Ruth Yeazell's Art of the Everyday focuses primarily on the many connections between Dutch Golden Age painting and the realistic novel as it was to develop in France and in England. Yeazell begins with a chapter on Honoré de Balzac, moves to George Eliot, and then all the way to Thomas Hardy and Marcel Proust—the two writers who, according to her, pushed realism to the threshold of modernism. Yeazell's account of seventeenth-century Dutch paintings focuses on their range of expressive trajectories: the detailed, realistic delineations of objects and people who made up the lower and middle classes; landscapes inhabited by anonymous figures; and, finally, in opposition to the meticulous detailing of the everyday, the abstract conjuration in color and light—"the protomodernity" (193), as Yeazell calls it—of Jan Vermeer. Yeazell's grasp over seventeenth-century Dutch painting is both thorough and nuanced, and the several very interesting connections that she makes between these paintings and realistic novels will have major implications for future work on literary realism. At times, however, Yeazell's propensity to read novels exclusively in terms of their relationship with Dutch painting tends to preclude explanations that are more properly historical. This is especially true of Yeazell's reading of Hardy.
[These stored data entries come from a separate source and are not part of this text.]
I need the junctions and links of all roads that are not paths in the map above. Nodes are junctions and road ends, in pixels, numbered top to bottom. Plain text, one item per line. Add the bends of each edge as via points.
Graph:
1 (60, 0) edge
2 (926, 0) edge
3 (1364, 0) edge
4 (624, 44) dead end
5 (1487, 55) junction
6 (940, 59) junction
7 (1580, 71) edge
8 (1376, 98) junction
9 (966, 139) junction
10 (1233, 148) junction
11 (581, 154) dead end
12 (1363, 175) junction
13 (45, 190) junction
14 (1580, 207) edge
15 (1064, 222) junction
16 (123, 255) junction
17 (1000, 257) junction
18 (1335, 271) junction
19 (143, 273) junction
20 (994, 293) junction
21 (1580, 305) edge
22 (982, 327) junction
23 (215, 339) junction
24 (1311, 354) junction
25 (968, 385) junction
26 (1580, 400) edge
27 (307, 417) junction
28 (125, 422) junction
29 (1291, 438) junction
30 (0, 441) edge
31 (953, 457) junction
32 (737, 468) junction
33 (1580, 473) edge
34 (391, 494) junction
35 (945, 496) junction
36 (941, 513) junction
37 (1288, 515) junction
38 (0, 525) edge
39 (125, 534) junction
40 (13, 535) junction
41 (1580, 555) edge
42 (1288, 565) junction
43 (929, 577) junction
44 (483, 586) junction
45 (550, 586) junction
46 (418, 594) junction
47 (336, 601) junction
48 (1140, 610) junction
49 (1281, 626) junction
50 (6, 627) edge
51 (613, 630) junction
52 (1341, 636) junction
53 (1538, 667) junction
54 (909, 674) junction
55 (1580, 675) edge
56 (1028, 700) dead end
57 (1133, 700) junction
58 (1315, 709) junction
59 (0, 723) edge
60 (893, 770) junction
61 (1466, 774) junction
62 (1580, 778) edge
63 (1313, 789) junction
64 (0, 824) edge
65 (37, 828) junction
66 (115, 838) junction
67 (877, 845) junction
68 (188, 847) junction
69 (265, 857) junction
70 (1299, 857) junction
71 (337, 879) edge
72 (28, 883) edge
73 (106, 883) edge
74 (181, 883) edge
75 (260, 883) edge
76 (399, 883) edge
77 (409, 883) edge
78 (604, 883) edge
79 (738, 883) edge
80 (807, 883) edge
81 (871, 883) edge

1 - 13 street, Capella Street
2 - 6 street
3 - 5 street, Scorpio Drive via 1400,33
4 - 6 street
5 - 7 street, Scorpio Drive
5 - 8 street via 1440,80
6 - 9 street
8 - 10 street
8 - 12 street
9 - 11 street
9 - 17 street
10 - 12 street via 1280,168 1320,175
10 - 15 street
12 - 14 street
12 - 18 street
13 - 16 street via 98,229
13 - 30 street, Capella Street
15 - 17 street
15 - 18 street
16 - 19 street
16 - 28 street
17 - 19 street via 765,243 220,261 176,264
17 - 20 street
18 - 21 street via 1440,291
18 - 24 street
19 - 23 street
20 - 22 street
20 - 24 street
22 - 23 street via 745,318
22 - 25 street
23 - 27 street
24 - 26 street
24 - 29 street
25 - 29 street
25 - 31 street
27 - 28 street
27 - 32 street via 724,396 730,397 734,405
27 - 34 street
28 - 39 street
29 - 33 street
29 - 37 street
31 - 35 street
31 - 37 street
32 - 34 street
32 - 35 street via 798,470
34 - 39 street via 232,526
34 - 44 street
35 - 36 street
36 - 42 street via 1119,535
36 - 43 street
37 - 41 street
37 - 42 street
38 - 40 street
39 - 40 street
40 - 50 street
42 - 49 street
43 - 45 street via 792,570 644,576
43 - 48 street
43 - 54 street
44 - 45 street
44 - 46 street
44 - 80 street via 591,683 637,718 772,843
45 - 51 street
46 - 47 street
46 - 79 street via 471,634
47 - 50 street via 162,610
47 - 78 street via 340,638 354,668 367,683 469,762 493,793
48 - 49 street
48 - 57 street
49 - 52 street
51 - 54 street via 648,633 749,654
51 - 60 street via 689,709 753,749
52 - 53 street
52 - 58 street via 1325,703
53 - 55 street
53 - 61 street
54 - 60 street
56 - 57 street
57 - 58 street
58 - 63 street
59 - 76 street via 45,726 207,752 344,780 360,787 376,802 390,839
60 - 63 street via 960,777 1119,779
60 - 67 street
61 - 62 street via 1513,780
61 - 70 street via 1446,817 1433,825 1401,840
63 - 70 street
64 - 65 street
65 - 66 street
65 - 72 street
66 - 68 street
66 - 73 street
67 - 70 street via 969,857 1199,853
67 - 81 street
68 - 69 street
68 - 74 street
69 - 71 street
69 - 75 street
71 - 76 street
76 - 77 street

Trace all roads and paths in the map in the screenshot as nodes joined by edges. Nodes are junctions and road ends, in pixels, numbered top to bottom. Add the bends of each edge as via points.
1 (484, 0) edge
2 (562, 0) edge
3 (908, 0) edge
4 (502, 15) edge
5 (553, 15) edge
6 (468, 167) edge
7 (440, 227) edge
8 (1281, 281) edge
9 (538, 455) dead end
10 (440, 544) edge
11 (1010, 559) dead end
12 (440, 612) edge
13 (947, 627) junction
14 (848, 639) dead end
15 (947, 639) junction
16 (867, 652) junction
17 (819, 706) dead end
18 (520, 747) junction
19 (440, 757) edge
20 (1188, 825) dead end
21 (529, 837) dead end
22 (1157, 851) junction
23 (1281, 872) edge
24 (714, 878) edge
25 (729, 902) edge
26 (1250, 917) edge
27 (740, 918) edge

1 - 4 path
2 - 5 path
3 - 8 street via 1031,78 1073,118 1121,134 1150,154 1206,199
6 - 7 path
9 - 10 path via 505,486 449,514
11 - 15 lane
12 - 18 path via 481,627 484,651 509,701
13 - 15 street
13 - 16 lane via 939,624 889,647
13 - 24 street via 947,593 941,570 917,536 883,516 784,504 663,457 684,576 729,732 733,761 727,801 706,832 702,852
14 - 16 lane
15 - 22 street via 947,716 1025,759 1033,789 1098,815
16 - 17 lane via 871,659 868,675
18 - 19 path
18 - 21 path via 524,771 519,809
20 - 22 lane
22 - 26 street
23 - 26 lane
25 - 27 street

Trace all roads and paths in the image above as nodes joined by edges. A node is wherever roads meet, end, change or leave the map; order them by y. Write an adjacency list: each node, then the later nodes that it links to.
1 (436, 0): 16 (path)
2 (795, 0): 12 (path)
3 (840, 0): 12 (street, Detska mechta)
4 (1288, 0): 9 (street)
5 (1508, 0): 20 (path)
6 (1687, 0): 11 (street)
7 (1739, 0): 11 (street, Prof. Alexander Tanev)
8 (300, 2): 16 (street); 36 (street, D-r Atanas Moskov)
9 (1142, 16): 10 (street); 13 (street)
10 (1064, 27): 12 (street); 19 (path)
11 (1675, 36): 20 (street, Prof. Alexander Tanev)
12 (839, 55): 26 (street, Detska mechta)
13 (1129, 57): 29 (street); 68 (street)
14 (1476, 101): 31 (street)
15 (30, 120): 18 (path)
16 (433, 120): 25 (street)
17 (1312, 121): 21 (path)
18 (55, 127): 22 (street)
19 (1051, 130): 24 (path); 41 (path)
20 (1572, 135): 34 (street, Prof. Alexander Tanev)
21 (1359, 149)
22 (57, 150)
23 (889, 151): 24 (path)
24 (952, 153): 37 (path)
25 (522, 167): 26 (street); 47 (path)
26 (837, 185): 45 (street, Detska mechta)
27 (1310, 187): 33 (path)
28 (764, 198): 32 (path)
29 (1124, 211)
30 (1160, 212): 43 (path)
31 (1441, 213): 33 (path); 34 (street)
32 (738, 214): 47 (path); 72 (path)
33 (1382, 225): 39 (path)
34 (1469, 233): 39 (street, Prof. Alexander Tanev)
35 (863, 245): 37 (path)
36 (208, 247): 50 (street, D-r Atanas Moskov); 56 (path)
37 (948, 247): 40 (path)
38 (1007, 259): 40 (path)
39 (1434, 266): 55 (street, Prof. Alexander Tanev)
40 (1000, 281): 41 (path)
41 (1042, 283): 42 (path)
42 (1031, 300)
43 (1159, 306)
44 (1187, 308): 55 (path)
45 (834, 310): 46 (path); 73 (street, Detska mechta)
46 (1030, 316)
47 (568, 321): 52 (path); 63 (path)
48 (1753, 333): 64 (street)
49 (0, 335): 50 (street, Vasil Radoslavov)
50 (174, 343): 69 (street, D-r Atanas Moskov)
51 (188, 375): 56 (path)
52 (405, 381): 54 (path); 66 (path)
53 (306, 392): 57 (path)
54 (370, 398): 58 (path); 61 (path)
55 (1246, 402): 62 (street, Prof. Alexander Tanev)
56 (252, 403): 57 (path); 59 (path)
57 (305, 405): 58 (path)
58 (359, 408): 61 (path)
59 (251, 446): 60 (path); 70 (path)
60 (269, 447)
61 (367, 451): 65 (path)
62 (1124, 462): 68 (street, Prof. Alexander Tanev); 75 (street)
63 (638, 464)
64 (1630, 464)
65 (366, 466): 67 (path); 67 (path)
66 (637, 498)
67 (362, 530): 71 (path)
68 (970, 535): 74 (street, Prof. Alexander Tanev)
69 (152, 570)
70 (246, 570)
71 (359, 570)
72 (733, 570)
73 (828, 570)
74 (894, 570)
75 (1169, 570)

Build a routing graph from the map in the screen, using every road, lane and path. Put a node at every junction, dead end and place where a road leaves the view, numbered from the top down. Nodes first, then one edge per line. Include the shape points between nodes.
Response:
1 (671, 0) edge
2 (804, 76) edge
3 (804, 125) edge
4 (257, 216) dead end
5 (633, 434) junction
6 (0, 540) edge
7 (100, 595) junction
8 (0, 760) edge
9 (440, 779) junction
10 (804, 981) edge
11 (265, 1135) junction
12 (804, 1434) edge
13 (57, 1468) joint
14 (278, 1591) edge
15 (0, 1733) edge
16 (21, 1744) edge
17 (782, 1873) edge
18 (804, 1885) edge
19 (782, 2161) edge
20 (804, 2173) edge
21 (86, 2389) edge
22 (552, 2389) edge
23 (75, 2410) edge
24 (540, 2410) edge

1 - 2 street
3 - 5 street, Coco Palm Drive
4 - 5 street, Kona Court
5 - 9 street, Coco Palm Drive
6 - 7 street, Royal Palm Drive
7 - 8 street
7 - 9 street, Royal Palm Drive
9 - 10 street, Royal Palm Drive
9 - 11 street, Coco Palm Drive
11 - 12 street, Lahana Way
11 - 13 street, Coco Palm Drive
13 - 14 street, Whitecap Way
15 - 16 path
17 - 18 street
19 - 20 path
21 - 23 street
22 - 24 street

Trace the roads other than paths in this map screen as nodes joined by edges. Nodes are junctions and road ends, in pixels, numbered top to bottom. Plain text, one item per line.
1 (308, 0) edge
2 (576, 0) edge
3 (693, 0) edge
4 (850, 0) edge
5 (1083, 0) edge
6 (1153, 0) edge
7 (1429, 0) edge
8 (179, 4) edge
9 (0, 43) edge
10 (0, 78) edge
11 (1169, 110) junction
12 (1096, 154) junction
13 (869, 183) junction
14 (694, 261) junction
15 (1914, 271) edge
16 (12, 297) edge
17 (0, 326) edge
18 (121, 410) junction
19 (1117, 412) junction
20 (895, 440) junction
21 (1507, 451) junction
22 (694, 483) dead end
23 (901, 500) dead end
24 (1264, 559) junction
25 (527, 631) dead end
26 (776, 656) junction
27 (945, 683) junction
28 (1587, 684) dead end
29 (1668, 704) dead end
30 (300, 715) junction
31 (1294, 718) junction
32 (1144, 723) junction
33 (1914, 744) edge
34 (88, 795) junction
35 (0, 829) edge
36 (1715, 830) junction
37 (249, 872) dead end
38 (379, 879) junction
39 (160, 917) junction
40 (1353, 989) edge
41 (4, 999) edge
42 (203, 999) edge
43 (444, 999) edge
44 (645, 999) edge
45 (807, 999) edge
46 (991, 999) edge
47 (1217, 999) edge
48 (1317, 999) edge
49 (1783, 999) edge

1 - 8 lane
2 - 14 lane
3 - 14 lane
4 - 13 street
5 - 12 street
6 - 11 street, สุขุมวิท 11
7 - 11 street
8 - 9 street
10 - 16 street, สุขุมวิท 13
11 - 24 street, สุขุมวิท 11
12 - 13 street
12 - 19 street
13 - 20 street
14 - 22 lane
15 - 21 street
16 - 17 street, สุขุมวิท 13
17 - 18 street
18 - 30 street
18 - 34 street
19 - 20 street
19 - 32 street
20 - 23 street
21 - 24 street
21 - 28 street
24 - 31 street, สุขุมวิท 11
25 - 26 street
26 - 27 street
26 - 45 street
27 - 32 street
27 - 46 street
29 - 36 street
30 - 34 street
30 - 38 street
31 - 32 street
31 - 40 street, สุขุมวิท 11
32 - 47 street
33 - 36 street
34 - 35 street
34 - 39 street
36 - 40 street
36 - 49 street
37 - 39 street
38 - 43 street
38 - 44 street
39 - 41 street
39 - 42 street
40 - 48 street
The opening chapter focuses on the most obvious continuity between Dutch painting and realist fiction: their common interest in the details of ordinary life. But Yeazell also shows that the mixture of commitment and constraint with which nineteenth-century authors related to ordinary life had been anticipated in the widespread propensity to both condemn Dutch painting for lacking the heroic subjects and intellectual energy of the Italian school and to praise it for dignifying the everyday lives of ordinary people.

The unfolding tension between the heroic and the ordinary is central to Yeazell's reading of Balzac, but her chapter on the French novelist also engages with the ways in which his fiction both absorbed and transformed strategies of visual representation. Thus she argues that Balzac is able to evoke a silent and still atmosphere around the heroine of The Quest for the Absolute (1834) by focusing on her posture, her position [End Page 342] in the room, and, above all, by activating within his novel a painterly technique that will continue to interest Yeazell throughout her book: the use of light to achieve a particular effect. But Balzac also encodes within his novelistic "picture" of a woman absorbed in her thoughts the impulse that will shatter the synchronicity of the painterly space that frames her. For the heroine of The Quest is, in fact, crying, and the cause of her tears—her husband's obsession with a quest that threatens to bankrupt the family—will complicate the conditions in which she is initially represented. More specifically, Yeazell finds in the alchemist husband's brilliant but obsessive experiments the diachronic energy—the plot—that will break the stasis of a domestic idyll and pit against this idyll the "endless search for the unattainable" (75). Yeazell argues that the conflict between a tranquil domesticity that Balzac often compared to Flemish interiors and the irresistible pull of the grand passion lay at the heart of his novelistic aesthetic and that it was embodied in what she, following Elizabeth Barrett Browning, calls the conflict between Balzac's "Dutch hand" and his "Italian soul" (82).

Balzac's interest in bourgeois interiors was, Yeazell suggests, complicated by his monarchist and Catholic commitments. For Eliot, on the other hand, the Dutch focus on everyday life became enabling in a much more direct way. The attention that artists like Nocolaes Maes or Gerrit Dou gave to the material objects of everyday life reaffirmed Eliot's effort to "embody spiritual abstractions in concrete particulars" (110). Moreover, Eliot's identification with the "honest labor" of those nameless figures who inhabited Dutch genre painting gives us a clue to the central feature in her mode of characterization: sympathy...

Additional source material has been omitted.